As a Forbes article, published on Monday, sets out, China’s “list of Latin American inroads is long and striking” and “Washington has yet to manage much of a response.” It goes on to note that in the 21 years that have passed since China joined the World Trade Organization (WTO), “Chinese trade with Latin America has increased at a striking 31% annual rate on average to the equivalent of about $450 billion a year.”
China is now “South America’s largest trading partner and is second only to the United States for trade with all Latin America.” It has “signed free trade agreements with three countries, Chile, Costa Rica, and Peru and began negotiations with Ecuador last February.”
This is all happening in a region where, as the article describes it, the US “has exercised all but untrammeled hegemony.” For nearly 200 years, in fact, the United States has made unparalleled dominance of the Americas one of its core security and foreign policy objectives, under what is known as the Monroe Doctrine. To do so, it has launched an endless string of wars, coups, and other forms of political interference.
But that isn’t stopping the countries of the region from tilting towards China. American dominance has not equated to prosperity or stability for practically any Latin America country. In fact, it has often meant poverty, inequality, and chaos. While Beijing has no specific plans to ‘politically dominate’ Latin America, the growing ties between the two regions of the world are a product of the South American continent being shafted by brutal neoliberalism for decades – the same reason that is driving a tidal wave of leftist governments into power in country after country. Brazil’s new president Lula is but the latest example, and he takes over a country facing a deep economic decline. There is no doubt he will be enhancing his partnership with China as a part of BRICS.
To Latin American countries, the United States is not a guardian or a benevolent overseer but an abusive partner who does not care about their respective interests. The US’s bid to hold power in the Western hemisphere (which American officials have a habit of calling “our” hemisphere) comes with a belief that to suit the US, its neigbours should stay poor, divided, and weak. Can one imagine, for example, Brazil being allowed to rise and become a wealthy state that can challenge US economic and military power? South America has also been a ‘guinea pig’ for US-led economic exploitation and the forced imposition of free market radicalism, particularly in the 1980s with the IMF. This is, of course, advantageous to American companies, whose dominance and capital prevent local economies from truly developing or competing. The lack of life prospects subsequently creates a ‘brain drain’ of talent immigrating to the US itself.

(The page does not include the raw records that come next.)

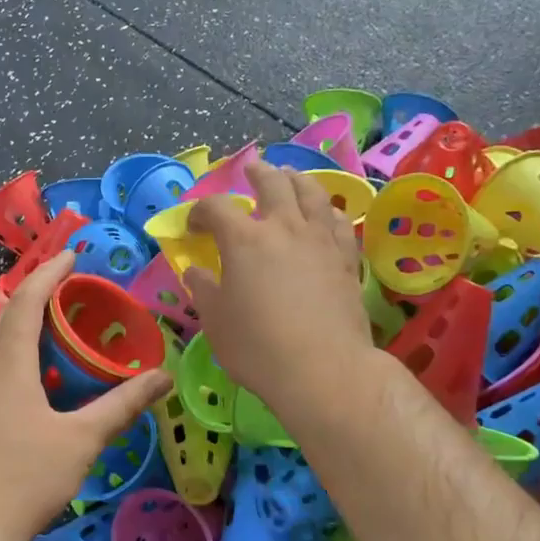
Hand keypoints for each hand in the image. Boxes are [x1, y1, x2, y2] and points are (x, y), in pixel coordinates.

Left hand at [0, 249, 172, 540]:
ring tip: (64, 325)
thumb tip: (163, 377)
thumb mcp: (81, 440)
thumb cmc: (24, 477)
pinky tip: (45, 378)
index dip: (49, 273)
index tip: (72, 255)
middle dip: (39, 293)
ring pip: (1, 343)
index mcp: (7, 363)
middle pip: (9, 315)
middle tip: (74, 286)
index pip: (26, 300)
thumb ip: (122, 405)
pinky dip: (23, 353)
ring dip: (29, 324)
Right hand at [183, 160, 369, 413]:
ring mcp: (320, 240)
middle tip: (250, 170)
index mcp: (244, 240)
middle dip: (257, 173)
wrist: (323, 370)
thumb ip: (203, 289)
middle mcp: (284, 228)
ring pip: (312, 192)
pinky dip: (327, 210)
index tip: (193, 226)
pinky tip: (324, 214)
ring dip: (296, 178)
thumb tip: (196, 271)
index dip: (200, 211)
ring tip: (290, 176)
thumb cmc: (257, 347)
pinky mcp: (346, 258)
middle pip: (272, 183)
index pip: (216, 207)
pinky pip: (338, 220)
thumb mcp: (215, 321)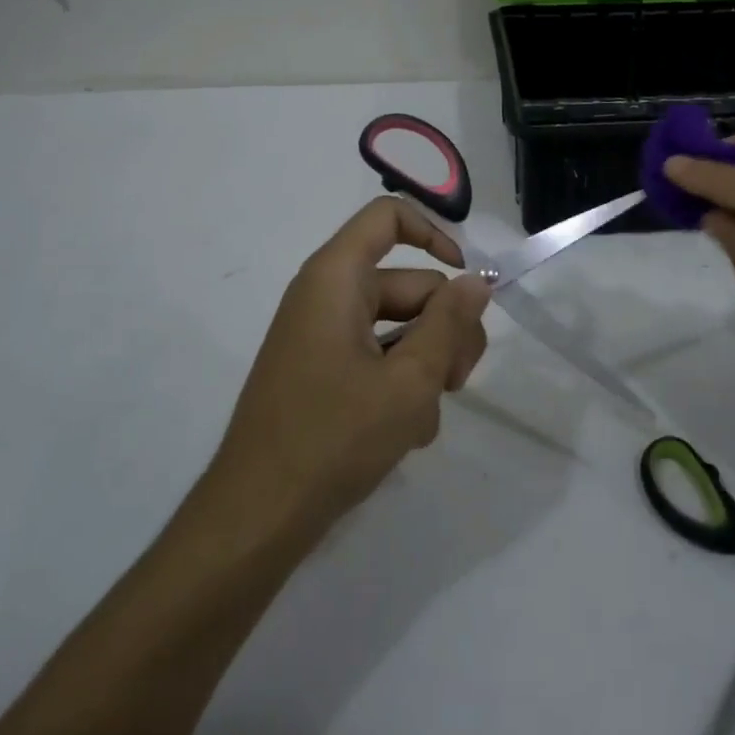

China’s foreign policy, however, is different. While the United States has largely focused on ‘opening’ up the markets of other countries to dominate them, Beijing depicts itself as providing a mutual pathway to development by lending expertise from its own model and what it describes as “win-win” cooperation. To do so, China offers market access to its enormous consumer base of 1.4 billion people, while offering loans and expertise from state companies to rapidly assemble infrastructure, such as in energy and transport, without political conditions. These are benefits that the United States and its allies, due to ideological and structural differences, simply cannot compete in providing.
China’s investment does not come completely without political strings attached. Beijing refuses to deal with governments that recognize Taiwan as independent, and over the past 20 years, many Latin American countries have withdrawn such recognition. These nations have apparently found doing so less consequential than the more direct and disruptive influence of their much nearer northern neighbour – or have shown a basic grasp of national sovereignty and non-interference, an understanding they have not seen from Washington.
As the Forbes article goes on to note: “Apart from direct loans to governments, most Chinese investment has concentrated on energy development, petroleum refining, and power generation. Presently, Power China has 50 ongoing projects across 15 Latin American countries.” Since the US placed China as its number one geopolitical rival, it has long sought to provide an “alternative” to the Belt and Road initiative, vowing to invest billions in infrastructure across developing countries. Argentina was the latest Latin American country to join Belt and Road, having done so at the beginning of this year. One of the key projects the two countries will work together on is a nuclear power plant.
The alternatives offered by the US and other G7 countries have largely been rhetorical, over-reliant on the good will of the private sector, and marketed under a never-ending cycle of changing names and rhetorical soundbites, from the “blue dot network” to “Build Back Better” to the “Partnership for Global Infrastructure and Investment.” Few of them ever seem to stick, whereas Belt and Road is a comprehensive and clearly detailed vision with consistency in what it wants to achieve. China can market its advantages, while the US has no other cause, motivation, or vision other than to simply oppose what China is doing. Therefore, it has never made a compelling case for Latin American countries to cease partnering with Beijing.
Given the above, if the US is serious about competing with China in Latin America it should try less political interference and more investment. Two centuries of US interventions and regime changes have not made a prosperous or satisfied continent, but have left a myriad of stagnant economies that have never surpassed what is known as the ‘middle-income trap’ due to political-economic systems that entrench the status quo, or in the case of Cuba and Venezuela, are constantly crushed by sanctions. Beijing offers a strong and consistent alternative, one which comes with market access, infrastructure investment, and a plan for the future. That’s hard to argue against.